On 02/25/2012 05:55 PM, John Case wrote:

When all is said and done, and Jane Doe cube peasant signs away her
life, and the browsers all look the other way and "every CA is doing it"
... after all of that, does Wells Fargo actually consent to your
bullshit Fortune 30,000 firm monitoring their online banking ?

I'll bet not. How about eftps.gov ? How about dmv.ca.gov ?

There are two sides to an SSL transaction ...

I agree with that sentiment.

Still it might be worth pointing that if Wells Fargo really wanted to forbid a Trustwave network-level MitM, SSL/TLS provides the capability to enforce that policy at the protocol level. They could configure their web app to require a client cert (either installed in the browser or from a smart card).

Would it be free? No.

Would it work in every situation on every weird device anyone ever wanted to use? No.

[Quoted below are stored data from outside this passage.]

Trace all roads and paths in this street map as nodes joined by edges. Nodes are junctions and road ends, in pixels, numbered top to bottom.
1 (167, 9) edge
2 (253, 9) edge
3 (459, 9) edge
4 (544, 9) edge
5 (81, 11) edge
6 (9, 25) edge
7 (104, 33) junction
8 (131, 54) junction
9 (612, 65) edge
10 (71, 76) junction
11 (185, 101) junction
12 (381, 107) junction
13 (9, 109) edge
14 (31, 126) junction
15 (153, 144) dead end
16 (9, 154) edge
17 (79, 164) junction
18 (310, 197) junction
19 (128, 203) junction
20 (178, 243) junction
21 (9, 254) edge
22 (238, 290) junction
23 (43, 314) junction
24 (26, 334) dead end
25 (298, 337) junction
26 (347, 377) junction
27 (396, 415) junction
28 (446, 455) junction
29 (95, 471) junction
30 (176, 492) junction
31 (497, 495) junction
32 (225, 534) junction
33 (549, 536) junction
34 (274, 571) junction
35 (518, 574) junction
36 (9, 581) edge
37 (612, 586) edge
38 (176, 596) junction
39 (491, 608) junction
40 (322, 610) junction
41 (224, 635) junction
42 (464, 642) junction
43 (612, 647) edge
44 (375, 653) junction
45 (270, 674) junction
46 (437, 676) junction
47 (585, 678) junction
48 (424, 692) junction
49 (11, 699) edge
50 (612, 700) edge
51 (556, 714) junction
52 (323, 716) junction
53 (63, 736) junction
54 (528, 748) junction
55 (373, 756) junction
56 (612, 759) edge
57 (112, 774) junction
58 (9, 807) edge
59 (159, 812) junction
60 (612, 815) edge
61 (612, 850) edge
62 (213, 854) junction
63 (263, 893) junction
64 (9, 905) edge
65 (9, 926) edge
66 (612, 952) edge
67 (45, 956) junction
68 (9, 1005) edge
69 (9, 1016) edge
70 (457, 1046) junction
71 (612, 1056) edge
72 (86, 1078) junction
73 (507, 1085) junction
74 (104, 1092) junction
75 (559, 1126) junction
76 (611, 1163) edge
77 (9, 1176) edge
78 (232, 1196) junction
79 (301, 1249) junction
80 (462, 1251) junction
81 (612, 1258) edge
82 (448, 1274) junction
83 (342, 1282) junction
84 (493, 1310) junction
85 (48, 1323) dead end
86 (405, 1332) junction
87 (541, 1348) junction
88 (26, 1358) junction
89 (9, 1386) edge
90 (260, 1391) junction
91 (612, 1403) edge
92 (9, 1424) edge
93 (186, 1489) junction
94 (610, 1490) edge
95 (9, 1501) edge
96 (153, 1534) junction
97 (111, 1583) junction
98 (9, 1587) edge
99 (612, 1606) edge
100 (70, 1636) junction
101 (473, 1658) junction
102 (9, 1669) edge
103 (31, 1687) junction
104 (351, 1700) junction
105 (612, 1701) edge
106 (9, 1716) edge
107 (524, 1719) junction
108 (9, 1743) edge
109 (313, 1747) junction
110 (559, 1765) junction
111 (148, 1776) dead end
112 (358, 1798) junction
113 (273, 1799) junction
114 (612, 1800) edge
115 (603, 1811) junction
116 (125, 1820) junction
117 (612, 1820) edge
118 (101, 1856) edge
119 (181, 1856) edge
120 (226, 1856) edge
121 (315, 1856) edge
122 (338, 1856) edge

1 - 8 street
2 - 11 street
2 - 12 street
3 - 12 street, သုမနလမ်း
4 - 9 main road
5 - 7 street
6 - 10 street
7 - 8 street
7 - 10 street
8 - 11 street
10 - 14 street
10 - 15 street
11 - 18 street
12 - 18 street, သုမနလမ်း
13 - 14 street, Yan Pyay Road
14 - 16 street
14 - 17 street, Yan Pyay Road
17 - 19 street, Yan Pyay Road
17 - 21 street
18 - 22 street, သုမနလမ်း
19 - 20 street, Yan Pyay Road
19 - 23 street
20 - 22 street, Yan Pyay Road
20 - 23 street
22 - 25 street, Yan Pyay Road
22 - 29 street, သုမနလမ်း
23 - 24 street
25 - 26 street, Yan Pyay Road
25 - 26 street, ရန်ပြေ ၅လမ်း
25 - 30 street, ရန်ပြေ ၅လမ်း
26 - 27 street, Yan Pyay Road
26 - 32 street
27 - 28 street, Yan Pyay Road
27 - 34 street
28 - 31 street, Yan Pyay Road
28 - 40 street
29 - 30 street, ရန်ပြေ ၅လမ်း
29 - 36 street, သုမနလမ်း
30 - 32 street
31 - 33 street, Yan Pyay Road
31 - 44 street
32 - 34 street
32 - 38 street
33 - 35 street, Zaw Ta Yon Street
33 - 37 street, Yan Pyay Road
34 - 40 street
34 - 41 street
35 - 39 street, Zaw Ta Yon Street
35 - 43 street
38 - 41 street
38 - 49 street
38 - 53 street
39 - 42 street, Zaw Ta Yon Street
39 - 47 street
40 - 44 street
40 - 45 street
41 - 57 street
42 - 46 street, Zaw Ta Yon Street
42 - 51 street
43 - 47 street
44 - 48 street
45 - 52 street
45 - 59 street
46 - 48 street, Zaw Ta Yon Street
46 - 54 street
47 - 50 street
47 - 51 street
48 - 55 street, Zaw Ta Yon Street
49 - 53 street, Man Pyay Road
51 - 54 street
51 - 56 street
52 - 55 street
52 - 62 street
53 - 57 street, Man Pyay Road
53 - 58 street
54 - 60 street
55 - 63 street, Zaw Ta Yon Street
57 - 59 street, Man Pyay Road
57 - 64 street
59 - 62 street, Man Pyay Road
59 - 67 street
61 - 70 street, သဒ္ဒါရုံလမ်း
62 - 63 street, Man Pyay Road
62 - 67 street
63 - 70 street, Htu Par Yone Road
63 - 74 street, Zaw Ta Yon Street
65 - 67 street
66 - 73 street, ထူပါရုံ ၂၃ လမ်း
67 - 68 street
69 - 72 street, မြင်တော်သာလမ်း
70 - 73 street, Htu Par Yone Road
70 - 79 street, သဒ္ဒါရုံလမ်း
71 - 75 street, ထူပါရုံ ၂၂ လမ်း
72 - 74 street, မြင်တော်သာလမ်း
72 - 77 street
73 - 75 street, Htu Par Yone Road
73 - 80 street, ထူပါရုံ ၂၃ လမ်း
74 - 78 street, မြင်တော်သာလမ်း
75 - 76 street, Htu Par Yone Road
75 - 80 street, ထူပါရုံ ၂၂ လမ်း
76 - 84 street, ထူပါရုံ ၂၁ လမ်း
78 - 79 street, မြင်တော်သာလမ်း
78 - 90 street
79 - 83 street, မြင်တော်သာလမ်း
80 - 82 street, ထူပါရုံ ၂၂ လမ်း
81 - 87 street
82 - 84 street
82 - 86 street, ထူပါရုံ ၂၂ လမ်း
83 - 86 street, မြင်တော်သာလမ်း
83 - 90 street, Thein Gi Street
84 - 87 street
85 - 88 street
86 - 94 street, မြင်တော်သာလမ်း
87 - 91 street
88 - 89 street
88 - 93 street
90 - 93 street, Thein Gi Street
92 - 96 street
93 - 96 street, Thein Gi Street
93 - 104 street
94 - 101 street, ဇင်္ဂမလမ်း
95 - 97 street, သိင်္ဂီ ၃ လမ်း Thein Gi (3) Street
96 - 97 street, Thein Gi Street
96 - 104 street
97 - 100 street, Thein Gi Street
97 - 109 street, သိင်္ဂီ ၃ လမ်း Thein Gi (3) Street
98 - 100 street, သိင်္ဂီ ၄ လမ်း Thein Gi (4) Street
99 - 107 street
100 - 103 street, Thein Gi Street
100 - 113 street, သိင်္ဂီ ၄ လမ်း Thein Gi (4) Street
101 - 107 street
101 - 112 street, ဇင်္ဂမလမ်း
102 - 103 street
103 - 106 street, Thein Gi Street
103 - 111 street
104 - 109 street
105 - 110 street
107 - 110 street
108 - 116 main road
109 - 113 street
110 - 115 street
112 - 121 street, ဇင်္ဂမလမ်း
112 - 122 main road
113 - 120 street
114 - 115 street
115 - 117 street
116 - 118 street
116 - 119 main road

Would it protect from malware on the client system? No.

Would it be less convenient for everyone? Yes.

But there are some pretty large deployments out there, which proves that it is at least possible. B2b and embedded protocols use client certs all the time. If they were more widely used, they would certainly get easier to deploy.

So if there are actually effective ways that a web site could disable Trustwave-style MitM, and the site elects not to deploy them for reasons that are essentially just cost and convenience, someone might make the argument that it represents tacit approval.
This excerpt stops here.